Gemeinden entscheiden selbst über Leerstandsabgabe

Neue Abgabe beträgt maximal 2775 Euro pro Jahr und gilt für Wohnungen, die mehr als ein halbes Jahr nicht mit einem Hauptwohnsitz gemeldet sind.
Die Vorarlberger Landesregierung hat eine neue Zweitwohnsitzabgabe beschlossen. Darüber informierten gestern Landesstatthalterin Barbara Schöbi-Fink und der zuständige Landesrat Marco Tittler (beide ÖVP) nach der Regierungssitzung. Das Gesetz, das der Abgabe zugrunde liegt, wurde bereits vergangene Woche vom Landtag erlassen.
Schon bisher gab es in Vorarlberg eine Zweitwohnsitzabgabe – sie beschränkte sich jedoch auf Tourismusregionen und hieß Ferienwohnungsabgabe. Durch die Pandemie weitete sich aber die Problematik, dass Wohnungen nur einige Wochen genutzt werden, auf Ortschaften rund um den Bodensee aus. Vor eineinhalb Jahren wandten sich deshalb 17 betroffene Gemeinden mit dem Wunsch an das Land Vorarlberg, dem entgegenzuwirken.
Gilt ab 1. Jänner
Mit der Novellierung des entsprechenden Gesetzes werden künftig alle Zweitwohnungen im Land erfasst – auch leerstehende beziehungsweise unbewohnte Immobilien. Jede Gemeinde kann selbst entscheiden, ob sie diese Abgabe einführen will. Sie wird maximal 2775 Euro pro Jahr betragen. Als Bemessungsgrundlage für die Abgabe wird die Geschoßfläche der Zweitwohnung herangezogen. Das neue Gesetz zielt auf Wohnungen ab, die in Summe mehr als 26 Kalenderwochen im Jahr nicht mit einem Hauptwohnsitz gemeldet sind. Die Novelle wird mit 1. Jänner 2024 in Kraft treten.
Tittler glaubt nicht, dass die Höhe der Abgabe viele Menschen dazu veranlasst, eine Wohnung nicht als Ferienwohnung zu nutzen, auch nicht im unmittelbaren Umfeld des Bodensees. „Das ist auch nicht der Zweck davon“, so der Landesrat.
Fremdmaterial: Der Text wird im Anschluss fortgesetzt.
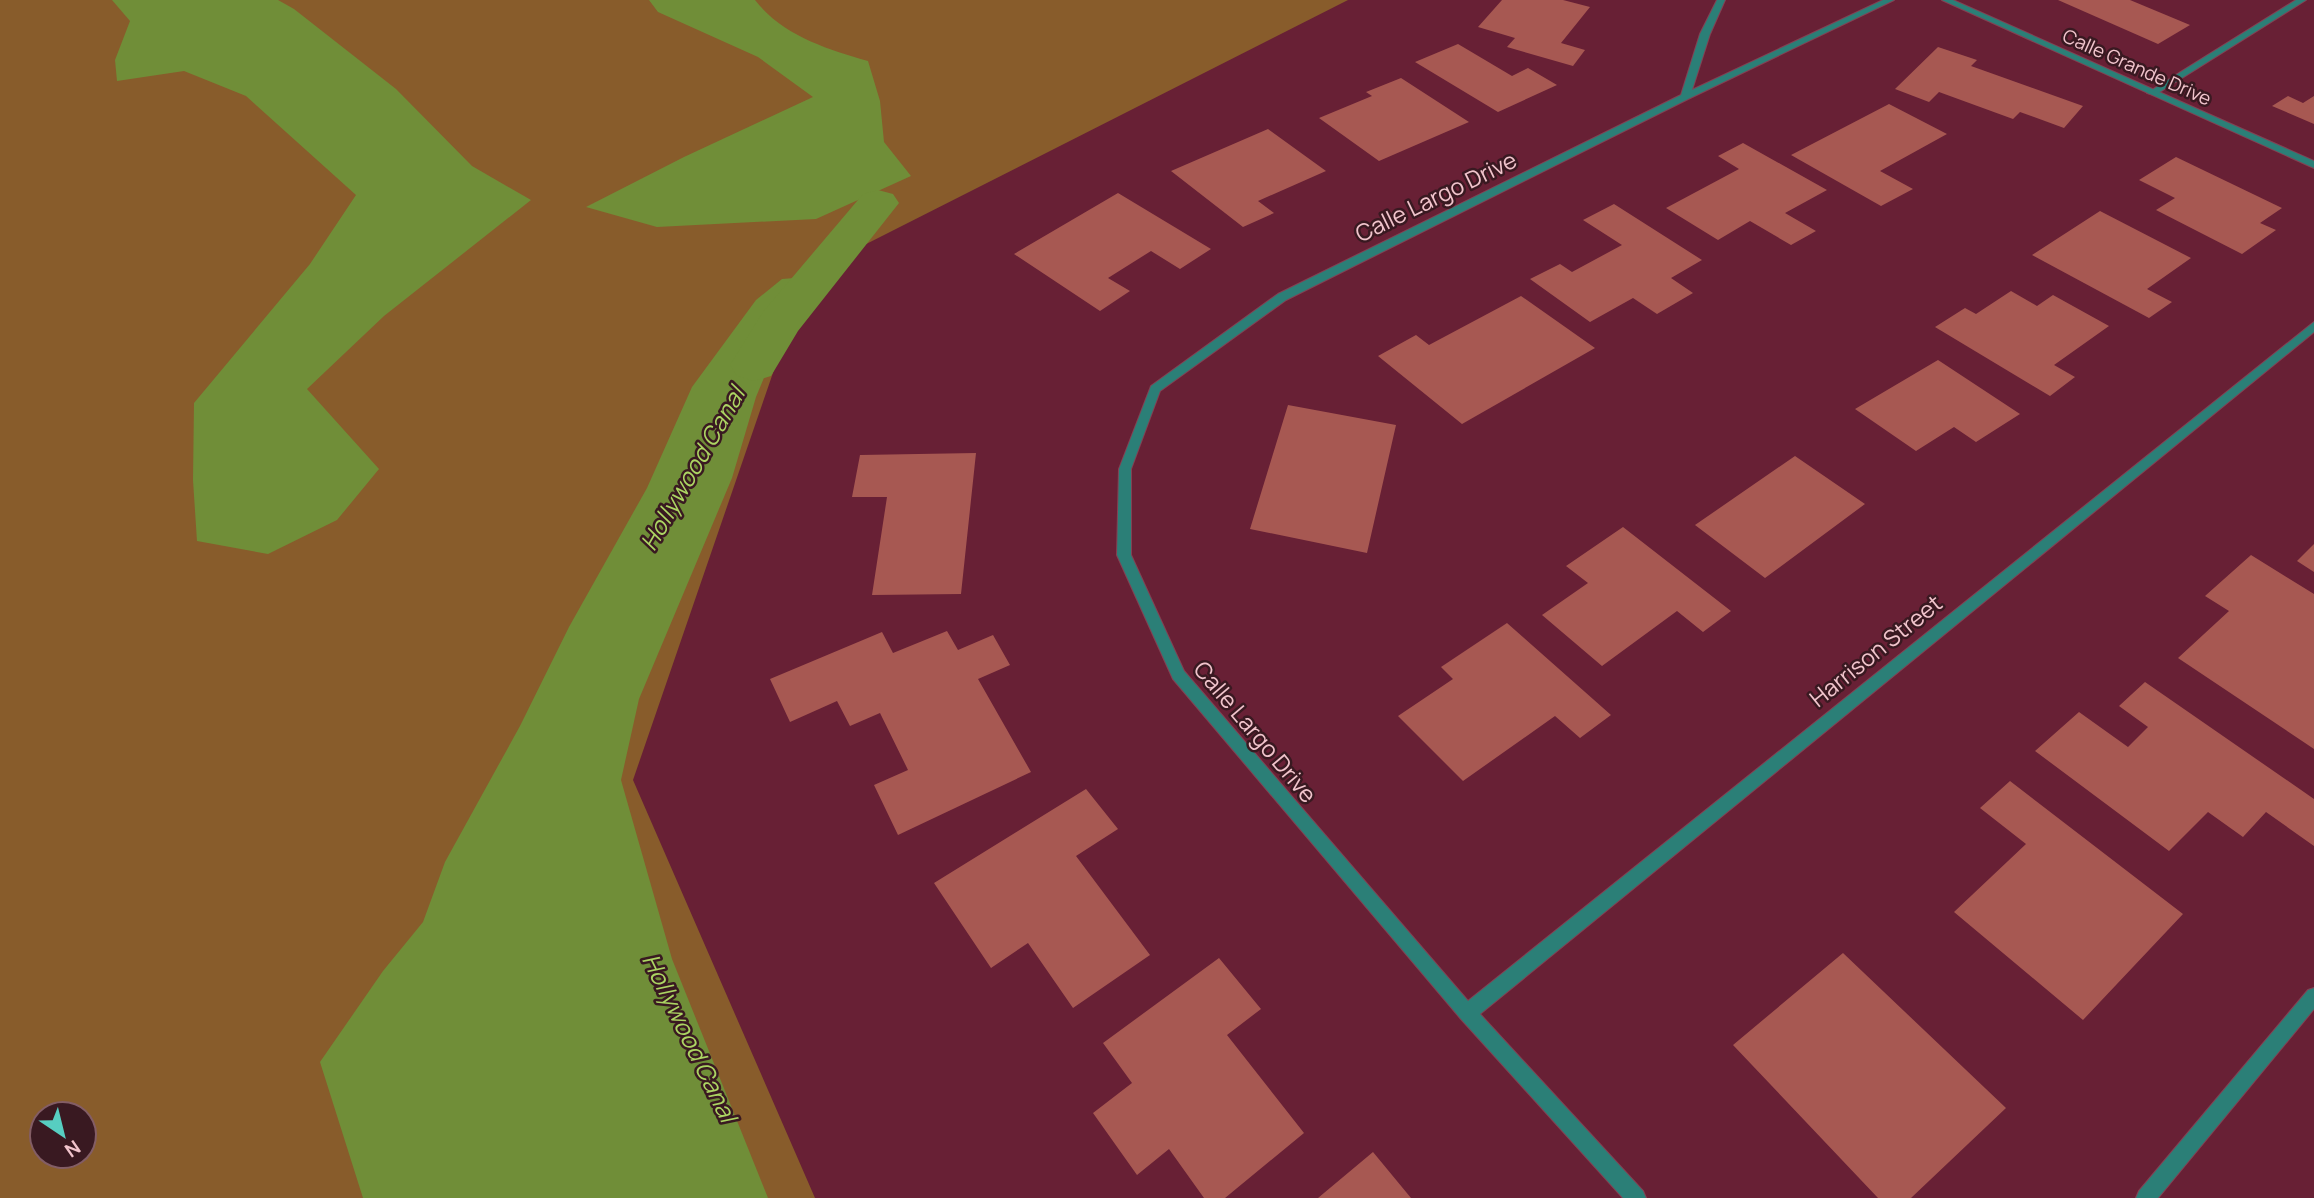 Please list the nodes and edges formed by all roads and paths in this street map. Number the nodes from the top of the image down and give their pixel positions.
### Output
1 (1721, 0) edge
2 (1890, 0) edge
3 (1946, 0) edge
4 (2302, 0) edge
5 (2152, 93) junction
6 (1685, 97) junction
7 (2314, 165) edge
8 (2314, 326) edge
9 (2314, 996) edge
10 (1467, 1013) junction
11 (1636, 1198) edge
12 (2146, 1198) edge

1 - 6 street
2 - 6 street, Calle Largo Drive
3 - 5 street, Calle Grande Drive
4 - 5 street
5 - 7 street, Calle Grande Drive
6 - 10 street, Calle Largo Drive
8 - 10 street, Harrison Street
9 - 12 street
10 - 11 street, Calle Largo Drive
Vielmehr hätten die Gemeinden mit dieser Abgabe ein Instrument zur Hand, einen Überblick über leerstehende Wohnungen und Ferienwohnungen zu bekommen. „Die genauen Zahlen fehlen uns, wir behelfen uns mit Studien zum Leerstand.“

Außerdem dient die Zweitwohnsitzabgabe der Abdeckung des Infrastrukturaufwands jener Gemeinden, in denen viele solcher Wohnungen sind. Zusätzlich erhofft sich das Land durch die Abgabe einen Anreiz zur Aktivierung von vorhandenem Wohnraum, erklärte Schöbi-Fink und verwies in diesem Zusammenhang auf das Programm „Sicher vermieten“. Es soll Wohnungsbesitzer bei der Vermietung ihrer Objekte zur Seite stehen, das Land Vorarlberg unterstützt das Projekt weiterhin.
Raumplanung
Tittler nahm auch Bezug auf das überarbeitete Raumplanungsgesetz, das voraussichtlich ab Dezember zur Anwendung kommt. Er hob hervor, dass Vorbehaltsflächen künftig auch für den Zweck der Errichtung von förderbarem Wohnbau festgelegt werden können. Zudem wurden Mechanismen geschaffen, die ab sofort unterbinden sollen, dass sogenannte Investorenmodelle zur Umgehung der bestehenden Ferienwohnungsregelungen genutzt werden. Konkret bedeutet das: „Künftig sollen Eigentumswohnungen auch dann als Ferienwohnungen gelten, wenn sie Teil einer betrieblichen Einheit eines gastgewerblichen Betriebes sind. Die Errichtung solcher Wohnungen wird nur mehr dann möglich sein, wenn eine Ferienwohnungswidmung oder eine entsprechende Zonierung vorliegt und somit nur noch in enger Abstimmung mit den Gemeinden“, erklärte der Wohnbaulandesrat.